McCloskey continues his antitheist’s attack by broaching the subject of evil and the magnitude at which the world experiences evil. He argues that a creator and perfect being should not allow for such innocent suffering as is seen in the world. When looking at the evil of the world in a way that is justifiable, one might agree with the atheist of the travesty and incorrigible effects evils has on humanity. However, the simple fact that evil cannot be justified by humanity is an indicator of a higher power and greater purpose to the evils of the world. Evil can be seen as a catalyst for the revelation of the greater good of God. The pinnacle of the argument is that the existence of evil in no way proves the nonexistence of God, the atheist lacks an ability to contradict the existence of a God simply by the presence of evil in the universe.
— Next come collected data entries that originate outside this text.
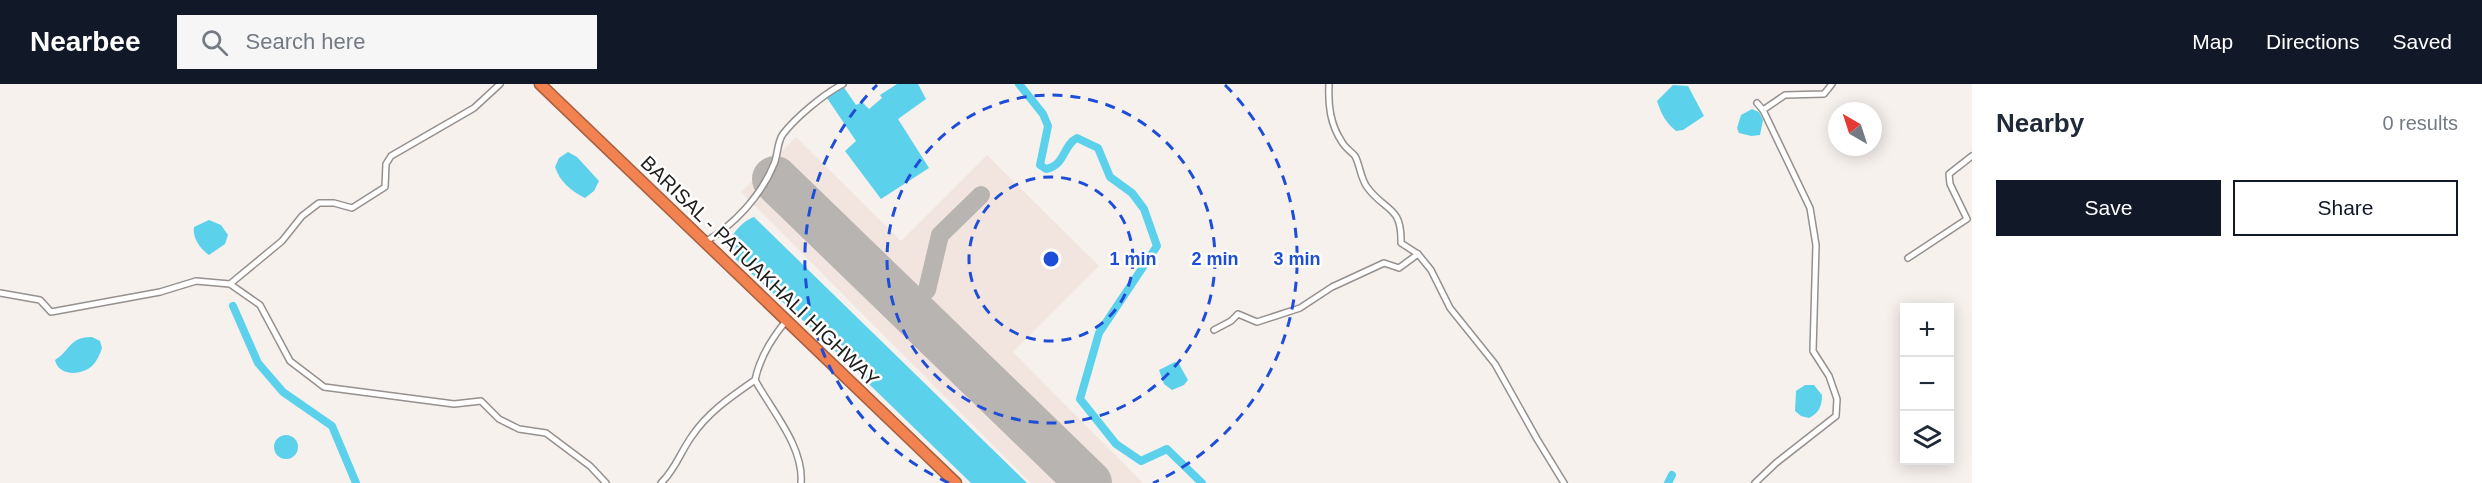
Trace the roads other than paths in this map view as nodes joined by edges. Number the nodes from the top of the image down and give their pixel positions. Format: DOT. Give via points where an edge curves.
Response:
graph roads {
  1 [pos="500,84"];
  2 [pos="843,84"];
  3 [pos="1329,84"];
  4 [pos="1832,84"];
  5 [pos="544,88"];
  6 [pos="1757,103"];
  7 [pos="1763,110"];
  8 [pos="1972,156"];
  9 [pos="705,242"];
  10 [pos="1418,254"];
  11 [pos="1908,258"];
  12 [pos="230,284"];
  13 [pos="0,293"];
  14 [pos="786,321"];
  15 [pos="1214,330"];
  16 [pos="755,380"];
  17 [pos="606,483"];
  18 [pos="661,483"];
  19 [pos="801,483"];
  20 [pos="956,483"];
  21 [pos="1564,483"];
  22 [pos="1755,483"];
  1 -- 12 [label="street" via="474,108 391,156 386,164 385,187 352,208 319,203 302,216 282,241"];
  2 -- 9 [label="street" via="782,135 774,165 748,206 725,231"];
  3 -- 10 [label="street" via="1328,108 1342,143 1356,158 1366,185 1394,211 1402,227 1401,243"];
  4 -- 7 [label="street" via="1824,94 1785,95"];
  5 -- 9 [label="highway, BARISAL - PATUAKHALI HIGHWAY"];
  6 -- 7 [label="street"];
  7 -- 22 [label="street" via="1810,208 1816,245 1813,351 1829,376 1837,399 1836,416"];
  8 -- 11 [label="street" via="1949,174 1967,219"];
  9 -- 14 [label="highway, BARISAL - PATUAKHALI HIGHWAY"];
  10 -- 15 [label="street" via="1400,268 1384,263 1332,287 1299,308 1257,322 1238,314"];
  10 -- 21 [label="street" via="1431,270 1450,308 1495,364"];
  12 -- 13 [label="street" via="196,281 160,292 51,312 40,300"];
  12 -- 17 [label="street" via="260,305 290,361 324,387 454,404 481,401 499,419 519,429 546,433"];
  14 -- 16 [label="street" via="766,349"];
  14 -- 20 [label="highway, BARISAL - PATUAKHALI HIGHWAY"];
  16 -- 18 [label="street" via="716,409 692,435"];
  16 -- 19 [label="street" via="794,447 802,472"];
}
The argument from McCloskey does not stop at the magnitude of evil in the world, but goes on to evaluate the free will that is given to all of humanity. He argues that a good and righteous God would create free will agents that would choose what is right, and the evils of the world would be of a lesser degree. The theology of evil goes beyond human capacity. It becomes a matter of faith, faith in knowing that God has not fully revealed His purpose to humanity, but it is justifiable to say that a good and gracious God has a purpose to the evil in the world that’s result is a greater good.
McCloskey goes on to claim that the atheistic belief is more comforting than the belief in God. His argument is the utter depravity of man under the influence of evil and the relentless suffering the world point towards a hopeless, Godless world. In a defense of this claim is Lane’s “The Absurdity of Life without God.” Lane states that if one does not believe in God or if there is no God then life as is known is purposeless. Secondly, if there is no God then one may live as he or she pleases, without care or worry of the effects one has on another’s life. Also, if there is no purpose in life except the expectation of a being dead and buried one day, then life is truly pointless. The fact that an atheist would find the above mentioned more comforting than a loving, intelligent creator, who has not been fully revealed, but exists with the intention of the greater good in life, is an unfathomable and rather bleak and scary way of life. A life free from God lacks the hope and security found in the God of creation.
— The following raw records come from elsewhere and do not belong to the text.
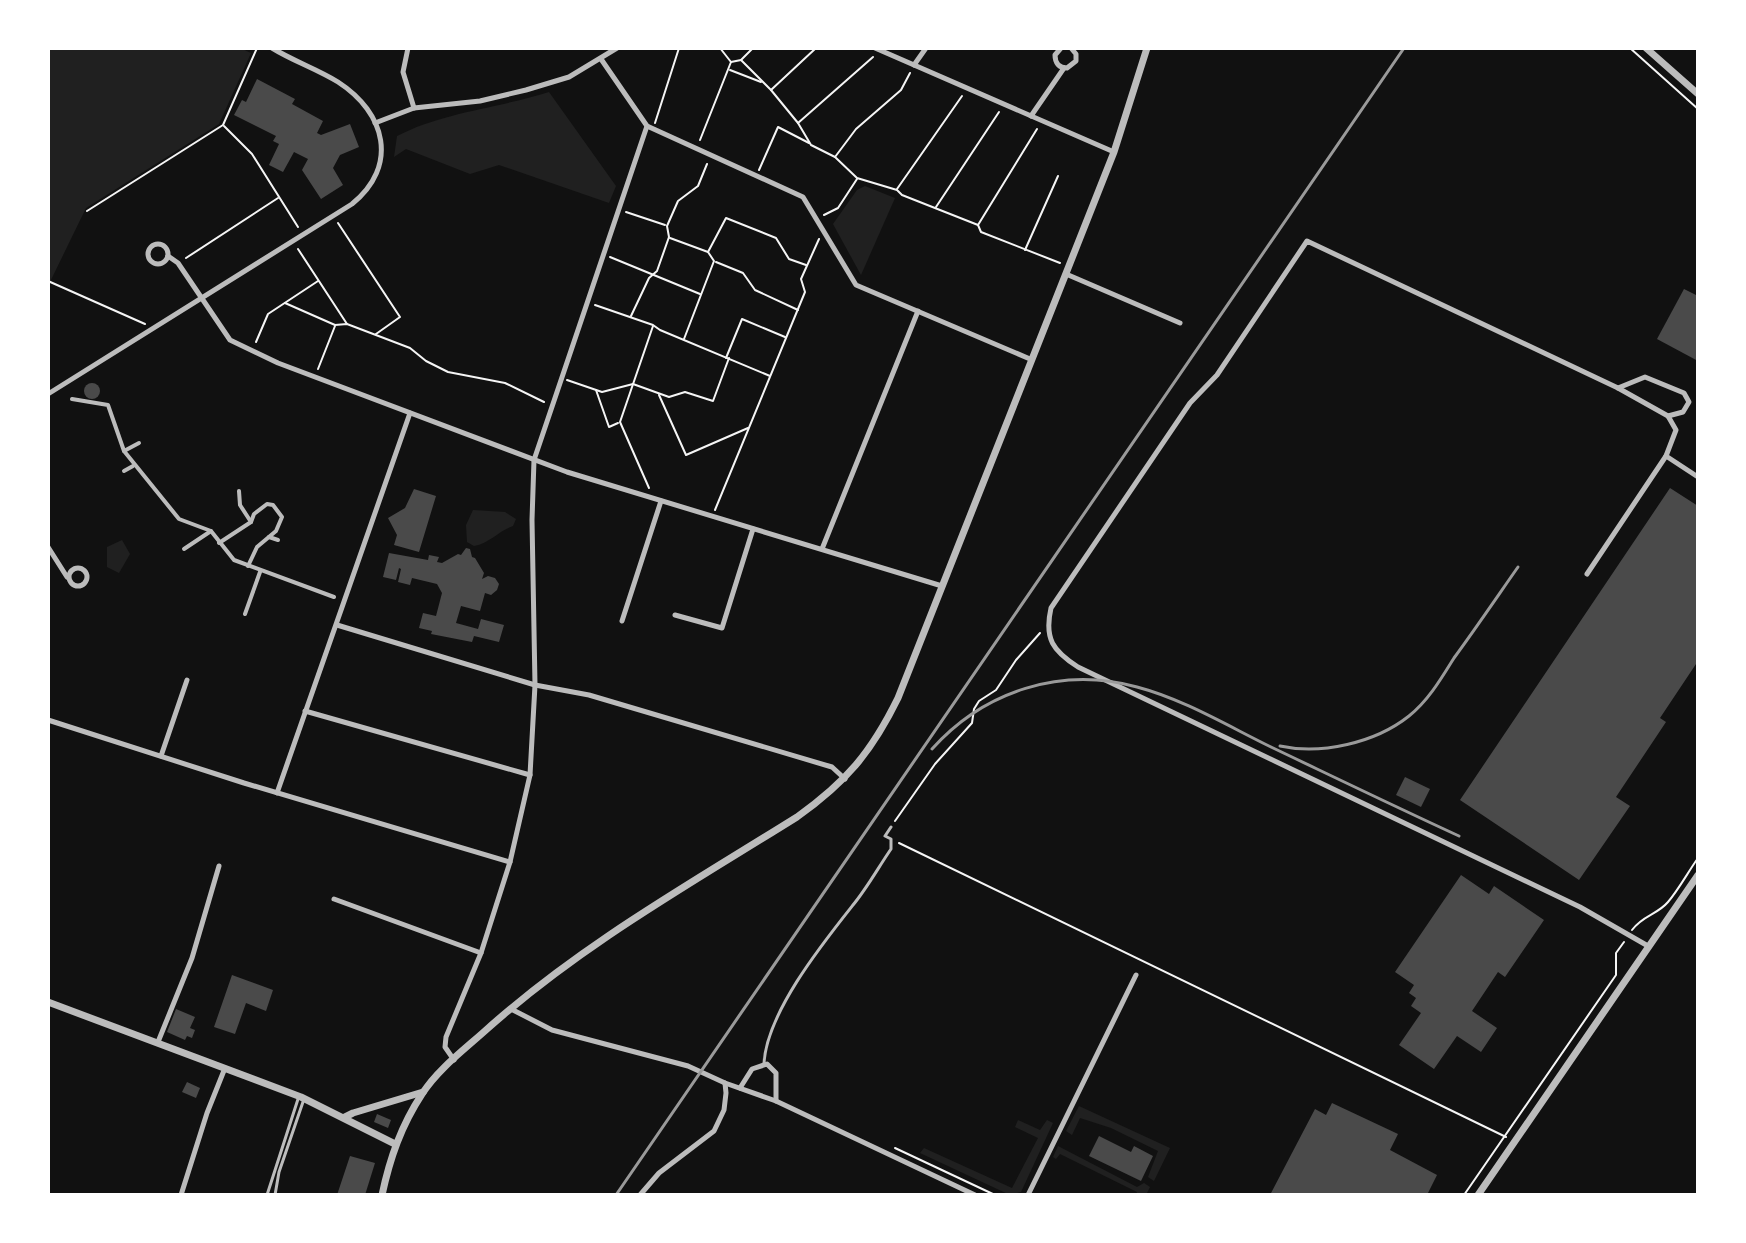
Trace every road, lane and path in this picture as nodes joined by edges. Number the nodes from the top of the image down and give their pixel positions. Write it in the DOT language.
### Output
graph roads {
  1 [pos="257,48"];
  2 [pos="272,48"];
  3 [pos="408,48"];
  4 [pos="617,48"];
  5 [pos="679,48"];
  6 [pos="720,48"];
  7 [pos="753,48"];
  8 [pos="816,48"];
  9 [pos="926,48"];
  10 [pos="1061,48"];
  11 [pos="1071,48"];
  12 [pos="1147,48"];
  13 [pos="1630,48"];
  14 [pos="1646,48"];
  15 [pos="877,49"];
  16 [pos="601,59"];
  17 [pos="741,60"];
  18 [pos="731,62"];
  19 [pos="914,65"];
  20 [pos="1064,68"];
  21 [pos="729,69"];
  22 [pos="762,83"];
  23 [pos="967,88"];
  24 [pos="771,90"];
  25 [pos="1698,94"];
  26 [pos="1004,104"];
  27 [pos="414,108"];
  28 [pos="1698,109"];
  29 [pos="1031,116"];
  30 [pos="1042,121"];
  31 [pos="375,123"];
  32 [pos="798,123"];
  33 [pos="223,125"];
  34 [pos="650,127"];
  35 [pos="811,145"];
  36 [pos="697,148"];
  37 [pos="1114,152"];
  38 [pos="711,156"];
  39 [pos="835,157"];
  40 [pos="757,175"];
  41 [pos="1058,176"];
  42 [pos="857,178"];
  43 [pos="897,190"];
  44 [pos="279,197"];
  45 [pos="935,209"];
  46 [pos="617,210"];
  47 [pos="87,211"];
  48 [pos="816,219"];
  49 [pos="338,222"];
  50 [pos="978,225"];
  51 [pos="667,226"];
  52 [pos="823,231"];
  53 [pos="303,235"];
  54 [pos="669,237"];
  55 [pos="298,249"];
  56 [pos="1025,251"];
  57 [pos="708,252"];
  58 [pos="602,254"];
  59 [pos="168,256"];
  60 [pos="714,261"];
  61 [pos="178,263"];
  62 [pos="807,265"];
  63 [pos="1067,270"];
  64 [pos="654,273"];
  65 [pos="48,281"];
  66 [pos="318,281"];
  67 [pos="702,295"];
  68 [pos="201,299"];
  69 [pos="586,302"];
  70 [pos="285,303"];
  71 [pos="798,310"];
  72 [pos="918,311"];
  73 [pos="631,316"];
  74 [pos="1180,323"];
  75 [pos="347,324"];
  76 [pos="335,325"];
  77 [pos="653,325"];
  78 [pos="150,330"];
  79 [pos="376,335"];
  80 [pos="786,338"];
  81 [pos="684,339"];
  82 [pos="252,351"];
  83 [pos="728,358"];
  84 [pos="1030,359"];
  85 [pos="770,376"];
  86 [pos="314,377"];
  87 [pos="562,378"];
  88 [pos="633,384"];
  89 [pos="1618,388"];
  90 [pos="596,390"];
  91 [pos="48,394"];
  92 [pos="659,394"];
  93 [pos="104,397"];
  94 [pos="72,399"];
  95 [pos="103,405"];
  96 [pos="552,405"];
  97 [pos="410,413"];
  98 [pos="1668,416"];
  99 [pos="620,422"];
  100 [pos="749,427"];
  101 [pos="139,443"];
  102 [pos="124,451"];
  103 [pos="1666,456"];
  104 [pos="534,460"];
  105 [pos="133,466"];
  106 [pos="124,471"];
  107 [pos="1698,477"];
  108 [pos="239,491"];
  109 [pos="658,500"];
  110 [pos="712,515"];
  111 [pos="251,522"];
  112 [pos="753,529"];
  113 [pos="211,531"];
  114 [pos="269,537"];
  115 [pos="278,540"];
  116 [pos="219,543"];
  117 [pos="48,547"];
  118 [pos="184,549"];
  119 [pos="822,549"];
  120 [pos="248,566"];
  121 [pos="260,572"];
  122 [pos="1587,574"];
  123 [pos="70,581"];
  124 [pos="942,586"];
  125 [pos="334,597"];
  126 [pos="245,614"];
  127 [pos="675,615"];
  128 [pos="622,621"];
  129 [pos="337,625"];
  130 [pos="1047,626"];
  131 [pos="187,680"];
  132 [pos="535,685"];
  133 [pos="305,711"];
  134 [pos="48,720"];
  135 [pos="161,756"];
  136 [pos="530,775"];
  137 [pos="845,779"];
  138 [pos="277,793"];
  139 [pos="891,827"];
  140 [pos="891,839"];
  141 [pos="1698,858"];
  142 [pos="510,862"];
  143 [pos="219,866"];
  144 [pos="1698,875"];
  145 [pos="334,899"];
  146 [pos="1629,934"];
  147 [pos="1648,946"];
  148 [pos="481,953"];
  149 [pos="1136,975"];
  150 [pos="48,1002"];
  151 [pos="510,1008"];
  152 [pos="158,1042"];
  153 [pos="454,1060"];
  154 [pos="764,1064"];
  155 [pos="225,1068"];
  156 [pos="725,1083"];
  157 [pos="740,1088"];
  158 [pos="423,1092"];
  159 [pos="302,1097"];
  160 [pos="776,1101"];
  161 [pos="345,1117"];
  162 [pos="1506,1137"];
  163 [pos="395,1144"];
  164 [pos="181,1195"];
  165 [pos="267,1195"];
  166 [pos="275,1195"];
  167 [pos="382,1195"];
  168 [pos="640,1195"];
  169 [pos="975,1195"];
  170 [pos="1028,1195"];
  171 [pos="1464,1195"];
  172 [pos="1478,1195"];
  1 -- 33 [label="path"];
  2 -- 31 [label="street"];
  3 -- 27 [label="street"];
  4 -- 16 [label="street"];
  5 -- 34 [label="path"];
  6 -- 18 [label="path"];
  7 -- 17 [label="path"];
  8 -- 24 [label="path"];
  9 -- 19 [label="street"];
  10 -- 20 [label="street"];
  11 -- 20 [label="street"];
  12 -- 37 [label="street"];
  13 -- 28 [label="path"];
  14 -- 25 [label="street"];
  15 -- 19 [label="street"];
  15 -- 32 [label="path"];
  16 -- 27 [label="street"];
  16 -- 34 [label="street"];
  17 -- 18 [label="path"];
  17 -- 22 [label="path"];
  18 -- 21 [label="path"];
  19 -- 23 [label="street"];
  19 -- 39 [label="path"];
  20 -- 29 [label="street"];
  21 -- 22 [label="path"];
  21 -- 36 [label="path"];
  22 -- 24 [label="path"];
  23 -- 26 [label="street"];
  23 -- 43 [label="path"];
  24 -- 32 [label="path"];
  26 -- 29 [label="street"];
  26 -- 45 [label="path"];
  27 -- 31 [label="street"];
  29 -- 30 [label="street"];
  30 -- 37 [label="street"];
  30 -- 50 [label="path"];
  31 -- 53 [label="street"];
  32 -- 35 [label="path"];
  33 -- 44 [label="path"];
  33 -- 47 [label="path"];
  34 -- 36 [label="street"];
  34 -- 46 [label="street"];
  35 -- 39 [label="path"];
  35 -- 40 [label="path"];
  36 -- 38 [label="street"];
  37 -- 63 [label="street"];
  38 -- 40 [label="street"];
  38 -- 51 [label="path"];
  39 -- 42 [label="path"];
  40 -- 48 [label="street"];
  41 -- 56 [label="path"];
  42 -- 43 [label="path"];
  42 -- 48 [label="path"];
  43 -- 45 [label="path"];
  44 -- 53 [label="path"];
  44 -- 61 [label="path"];
  45 -- 50 [label="path"];
  46 -- 51 [label="path"];
  46 -- 58 [label="street"];
  48 -- 52 [label="street"];
  49 -- 79 [label="path"];
  50 -- 56 [label="path"];
  51 -- 54 [label="path"];
  52 -- 62 [label="path"];
  52 -- 72 [label="street"];
  53 -- 68 [label="street"];
  54 -- 57 [label="path"];
  54 -- 64 [label="path"];
  55 -- 66 [label="path"];
  56 -- 63 [label="path"];
  57 -- 60 [label="path"];
  57 -- 62 [label="path"];
  58 -- 64 [label="path"];
  58 -- 69 [label="street"];
  59 -- 61 [label="street"];
  60 -- 67 [label="path"];
  60 -- 71 [label="path"];
  61 -- 68 [label="street"];
  62 -- 71 [label="path"];
  63 -- 74 [label="street"];
  63 -- 84 [label="street"];
  64 -- 67 [label="path"];
  64 -- 73 [label="path"];
  65 -- 78 [label="path"];
  66 -- 70 [label="path"];
  66 -- 75 [label="path"];
  67 -- 81 [label="path"];
  68 -- 78 [label="street"];
  68 -- 82 [label="street"];
  69 -- 73 [label="path"];
  69 -- 87 [label="street"];
  70 -- 76 [label="path"];
  70 -- 82 [label="path"];
  71 -- 80 [label="path"];
  72 -- 84 [label="street"];
  72 -- 119 [label="street"];
  73 -- 77 [label="path"];
  75 -- 76 [label="path"];
  75 -- 79 [label="path"];
  76 -- 86 [label="path"];
  77 -- 81 [label="path"];
  77 -- 88 [label="path"];
  78 -- 91 [label="street"];
  79 -- 96 [label="path"];
  80 -- 83 [label="path"];
  80 -- 85 [label="path"];
  81 -- 83 [label="path"];
  82 -- 86 [label="street"];
  83 -- 85 [label="path"];
  83 -- 92 [label="path"];
  84 -- 124 [label="street"];
  85 -- 100 [label="path"];
  86 -- 97 [label="street"];
  87 -- 90 [label="path"];
  87 -- 96 [label="street"];
  88 -- 90 [label="path"];
  88 -- 92 [label="path"];
  88 -- 99 [label="path"];
  89 -- 98 [label="street"];
  89 -- 98 [label="street"];
  89 -- 130 [label="street"];
  90 -- 99 [label="path"];
  92 -- 100 [label="path"];
  93 -- 95 [label="street"];
  94 -- 95 [label="street"];
  95 -- 102 [label="street"];
  96 -- 104 [label="street"];
  97 -- 104 [label="street"];
  97 -- 129 [label="street"];
  98 -- 103 [label="street"];
  99 -- 109 [label="path"];
  100 -- 110 [label="path"];
  101 -- 102 [label="street"];
  102 -- 105 [label="street"];
  103 -- 107 [label="street"];
  103 -- 122 [label="street"];
  104 -- 109 [label="street"];
  104 -- 132 [label="street"];
  105 -- 106 [label="street"];
  105 -- 113 [label="street"];
  108 -- 111 [label="street"];
  109 -- 110 [label="street"];
  109 -- 128 [label="street"];
  110 -- 112 [label="street"];
  111 -- 114 [label="street"];
  111 -- 116 [label="street"];
  112 -- 119 [label="street"];
  112 -- 127 [label="street"];
  113 -- 116 [label="street"];
  113 -- 118 [label="street"];
  114 -- 115 [label="street"];
  114 -- 120 [label="street"];
  116 -- 120 [label="street"];
  117 -- 123 [label="street"];
  119 -- 124 [label="street"];
  120 -- 121 [label="street"];
  121 -- 125 [label="street"];
  121 -- 126 [label="street"];
  124 -- 137 [label="street"];
  129 -- 132 [label="street"];
  129 -- 133 [label="street"];
  130 -- 139 [label="path"];
  130 -- 146 [label="street"];
  131 -- 135 [label="street"];
  132 -- 136 [label="street"];
  132 -- 137 [label="street"];
  133 -- 136 [label="street"];
  133 -- 138 [label="street"];
  134 -- 135 [label="street"];
  135 -- 138 [label="street"];
  136 -- 142 [label="street"];
  137 -- 151 [label="street"];
  138 -- 142 [label="street"];
  139 -- 140 [label="lane"];
  140 -- 154 [label="lane"];
  140 -- 162 [label="path"];
  141 -- 146 [label="path"];
  142 -- 148 [label="street"];
  143 -- 152 [label="street"];
  144 -- 147 [label="street"];
  145 -- 148 [label="street"];
  146 -- 147 [label="street"];
  146 -- 162 [label="path"];
  147 -- 172 [label="street"];
  148 -- 153 [label="street"];
  149 -- 170 [label="street"];
  150 -- 152 [label="street"];
  151 -- 153 [label="street"];
  151 -- 156 [label="street"];
  152 -- 155 [label="street"];
  153 -- 158 [label="street"];
  154 -- 157 [label="street"];
  154 -- 160 [label="street"];
  155 -- 159 [label="street"];
  155 -- 164 [label="street"];
  156 -- 157 [label="street"];
  156 -- 168 [label="street"];
  157 -- 160 [label="street"];
  158 -- 161 [label="street"];
  158 -- 163 [label="street"];
  159 -- 161 [label="street"];
  159 -- 165 [label="lane"];
  159 -- 166 [label="lane"];
  160 -- 169 [label="street"];
  161 -- 163 [label="street"];
  162 -- 171 [label="path"];
  163 -- 167 [label="street"];
}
J. McCloskey’s article “On Being an Atheist” is an easily refuted article. While one may respect McCloskey’s attempt at negating the presence of God as the creator of the universe, as the essay discusses, his views are easily refuted and nullified. The cosmological argument, teleological argument, and argument from design, while are not valid “proofs” of the existence of God, as a cohesive unit contribute to the plausibility of the existence of a god in the best explanation argument for a uncaused cause of the universe. Additionally, the presence of evil in the world is argued by the finite state of humanity and infinite state of God. McCloskey’s attempt at proving the inexistence of God fails in his article by the definition of plausibility and best explanation.